The Metz staff is trying to add more allergy-friendly options.

“We try to expand as much as we can,” Mannarelli said.

There are some allergy-friendly options on Gannon University’s campus. Giamo said there are gluten-free desserts as well as soy milk available in the cafeteria.

In addition, to the cafeteria, Knight’s Cove and Doc’s Landing have some allergy-friendly foods. Knight’s offers gluten-free wraps and corn tortillas, while Doc’s Landing provides grilled chicken sandwiches on gluten-free bread.

At Knight’s Cove, a sign tells customers which food items contain gluten. Similar signs in the cafeteria say if an item is gluten-free, vegetarian or vegan.

Avoiding allergens seems like an easier task than it is. In food services across the nation, some cooks think taking a burger off a bun will make a burger gluten-free. However, reactions can happen anywhere.

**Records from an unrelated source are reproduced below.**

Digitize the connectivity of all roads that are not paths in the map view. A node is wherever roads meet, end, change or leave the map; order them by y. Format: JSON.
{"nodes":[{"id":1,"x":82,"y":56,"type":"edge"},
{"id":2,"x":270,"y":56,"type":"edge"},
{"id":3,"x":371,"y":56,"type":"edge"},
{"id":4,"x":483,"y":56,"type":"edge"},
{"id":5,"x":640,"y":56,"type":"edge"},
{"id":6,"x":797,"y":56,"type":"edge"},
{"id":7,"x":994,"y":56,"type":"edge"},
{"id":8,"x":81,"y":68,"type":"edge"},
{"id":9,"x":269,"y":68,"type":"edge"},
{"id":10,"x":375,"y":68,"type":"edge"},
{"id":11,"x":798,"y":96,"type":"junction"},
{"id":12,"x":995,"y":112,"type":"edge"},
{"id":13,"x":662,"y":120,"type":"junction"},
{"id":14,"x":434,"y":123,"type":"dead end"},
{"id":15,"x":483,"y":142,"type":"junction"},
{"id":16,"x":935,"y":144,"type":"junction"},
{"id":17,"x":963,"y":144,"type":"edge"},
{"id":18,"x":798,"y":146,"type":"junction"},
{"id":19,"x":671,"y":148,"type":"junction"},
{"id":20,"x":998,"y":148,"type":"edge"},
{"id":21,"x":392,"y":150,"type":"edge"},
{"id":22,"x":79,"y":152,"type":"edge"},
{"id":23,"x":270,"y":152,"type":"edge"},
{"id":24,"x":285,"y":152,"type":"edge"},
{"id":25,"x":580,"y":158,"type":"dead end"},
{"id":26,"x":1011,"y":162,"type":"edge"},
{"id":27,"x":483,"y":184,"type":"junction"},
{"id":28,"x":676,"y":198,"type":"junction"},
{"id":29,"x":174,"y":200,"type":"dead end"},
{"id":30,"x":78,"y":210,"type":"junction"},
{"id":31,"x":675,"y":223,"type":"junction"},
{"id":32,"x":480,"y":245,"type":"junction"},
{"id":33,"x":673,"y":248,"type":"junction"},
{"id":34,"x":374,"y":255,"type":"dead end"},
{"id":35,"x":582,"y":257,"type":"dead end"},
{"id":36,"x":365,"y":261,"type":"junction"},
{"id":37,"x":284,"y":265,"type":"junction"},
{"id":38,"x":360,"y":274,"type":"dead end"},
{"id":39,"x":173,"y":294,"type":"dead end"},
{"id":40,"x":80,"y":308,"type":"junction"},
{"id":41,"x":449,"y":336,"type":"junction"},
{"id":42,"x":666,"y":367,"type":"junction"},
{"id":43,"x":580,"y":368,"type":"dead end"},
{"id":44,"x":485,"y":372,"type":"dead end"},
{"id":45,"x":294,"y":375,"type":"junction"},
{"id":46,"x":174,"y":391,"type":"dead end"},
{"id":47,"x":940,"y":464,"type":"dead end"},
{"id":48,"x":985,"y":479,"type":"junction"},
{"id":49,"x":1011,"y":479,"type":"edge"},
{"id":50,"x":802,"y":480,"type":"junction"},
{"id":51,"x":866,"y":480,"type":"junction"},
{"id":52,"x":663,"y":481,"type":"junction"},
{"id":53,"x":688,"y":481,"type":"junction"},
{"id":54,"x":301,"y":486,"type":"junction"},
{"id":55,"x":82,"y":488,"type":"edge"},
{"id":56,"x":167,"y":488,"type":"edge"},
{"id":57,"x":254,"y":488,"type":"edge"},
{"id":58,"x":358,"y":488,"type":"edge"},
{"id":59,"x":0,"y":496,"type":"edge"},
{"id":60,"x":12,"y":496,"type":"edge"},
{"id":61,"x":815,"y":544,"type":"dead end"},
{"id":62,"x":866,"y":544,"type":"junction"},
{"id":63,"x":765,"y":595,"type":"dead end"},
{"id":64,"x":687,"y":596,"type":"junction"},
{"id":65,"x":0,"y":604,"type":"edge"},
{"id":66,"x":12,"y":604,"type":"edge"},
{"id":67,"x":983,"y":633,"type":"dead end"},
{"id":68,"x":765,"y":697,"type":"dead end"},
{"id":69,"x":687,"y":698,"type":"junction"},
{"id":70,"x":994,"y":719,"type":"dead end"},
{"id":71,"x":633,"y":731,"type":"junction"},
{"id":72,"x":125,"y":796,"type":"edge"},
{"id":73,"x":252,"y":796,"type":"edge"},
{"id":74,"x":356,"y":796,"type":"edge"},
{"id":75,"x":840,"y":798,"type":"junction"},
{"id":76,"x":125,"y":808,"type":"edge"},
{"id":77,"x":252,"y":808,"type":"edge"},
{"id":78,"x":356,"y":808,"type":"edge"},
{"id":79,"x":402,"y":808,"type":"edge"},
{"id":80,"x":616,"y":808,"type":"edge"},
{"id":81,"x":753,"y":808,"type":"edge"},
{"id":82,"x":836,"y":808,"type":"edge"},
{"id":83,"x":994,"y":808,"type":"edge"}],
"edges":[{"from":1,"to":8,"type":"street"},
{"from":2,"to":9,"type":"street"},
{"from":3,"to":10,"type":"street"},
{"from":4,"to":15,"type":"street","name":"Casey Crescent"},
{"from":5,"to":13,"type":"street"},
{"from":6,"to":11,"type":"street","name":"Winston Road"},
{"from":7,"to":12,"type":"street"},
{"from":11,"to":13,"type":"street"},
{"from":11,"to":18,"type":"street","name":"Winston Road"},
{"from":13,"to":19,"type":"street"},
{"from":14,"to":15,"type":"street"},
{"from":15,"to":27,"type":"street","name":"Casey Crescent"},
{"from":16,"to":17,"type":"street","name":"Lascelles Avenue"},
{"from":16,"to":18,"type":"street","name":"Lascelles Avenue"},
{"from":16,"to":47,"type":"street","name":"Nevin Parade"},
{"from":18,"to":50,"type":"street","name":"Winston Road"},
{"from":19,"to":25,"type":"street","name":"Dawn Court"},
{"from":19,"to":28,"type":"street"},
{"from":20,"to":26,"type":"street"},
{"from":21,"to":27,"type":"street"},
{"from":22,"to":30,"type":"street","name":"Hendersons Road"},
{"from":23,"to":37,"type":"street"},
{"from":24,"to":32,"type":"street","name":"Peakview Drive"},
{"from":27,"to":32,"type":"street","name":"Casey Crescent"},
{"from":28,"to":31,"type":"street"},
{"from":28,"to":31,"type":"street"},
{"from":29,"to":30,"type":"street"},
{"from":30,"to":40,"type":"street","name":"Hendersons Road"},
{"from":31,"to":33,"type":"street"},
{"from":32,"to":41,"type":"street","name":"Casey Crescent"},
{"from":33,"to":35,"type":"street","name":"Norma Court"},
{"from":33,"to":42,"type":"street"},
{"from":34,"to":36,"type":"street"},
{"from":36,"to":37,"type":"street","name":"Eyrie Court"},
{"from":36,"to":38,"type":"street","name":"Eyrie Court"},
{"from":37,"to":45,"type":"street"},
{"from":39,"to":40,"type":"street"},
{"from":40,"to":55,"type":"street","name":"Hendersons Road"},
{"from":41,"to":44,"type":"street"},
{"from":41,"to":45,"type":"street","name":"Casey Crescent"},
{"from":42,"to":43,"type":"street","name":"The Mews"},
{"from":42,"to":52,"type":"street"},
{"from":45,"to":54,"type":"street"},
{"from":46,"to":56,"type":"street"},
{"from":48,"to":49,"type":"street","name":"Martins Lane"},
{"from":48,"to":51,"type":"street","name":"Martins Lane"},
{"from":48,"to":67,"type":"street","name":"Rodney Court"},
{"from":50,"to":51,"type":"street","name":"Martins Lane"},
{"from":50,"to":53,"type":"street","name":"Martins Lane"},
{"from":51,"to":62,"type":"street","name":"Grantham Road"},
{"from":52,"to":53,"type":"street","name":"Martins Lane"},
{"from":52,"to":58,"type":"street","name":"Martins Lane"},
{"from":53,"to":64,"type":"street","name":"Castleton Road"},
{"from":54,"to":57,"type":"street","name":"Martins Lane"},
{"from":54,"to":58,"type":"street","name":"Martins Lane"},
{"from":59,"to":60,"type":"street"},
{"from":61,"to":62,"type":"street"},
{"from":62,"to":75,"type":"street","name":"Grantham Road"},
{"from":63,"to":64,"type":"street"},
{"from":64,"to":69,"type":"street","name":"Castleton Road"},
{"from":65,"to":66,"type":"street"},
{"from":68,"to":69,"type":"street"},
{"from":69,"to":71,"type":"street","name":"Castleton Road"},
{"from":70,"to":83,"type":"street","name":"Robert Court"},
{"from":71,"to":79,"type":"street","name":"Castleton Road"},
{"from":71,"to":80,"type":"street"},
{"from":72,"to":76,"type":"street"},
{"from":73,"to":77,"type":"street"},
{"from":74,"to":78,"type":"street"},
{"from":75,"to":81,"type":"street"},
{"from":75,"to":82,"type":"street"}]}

Sarah Rich, a freshman nursing major, used to be gluten-free. She said she worked at Subway and people forgot to change their gloves all the time.

Marc Rycek, a Metz cafeteria chef, said most of the allergic reactions he has seen at other food suppliers come from cross contamination. To avoid causing an allergic reaction, he said, he uses different knives to cut different food items and he changes gloves when he has to deal with allergies.

“Being able to see the signs and the food will let you know if the food is going to trigger a reaction,” said Conor Grey, a senior pre-med major who is lactose-intolerant. “If you’re unsure, then just ask. It never hurts.”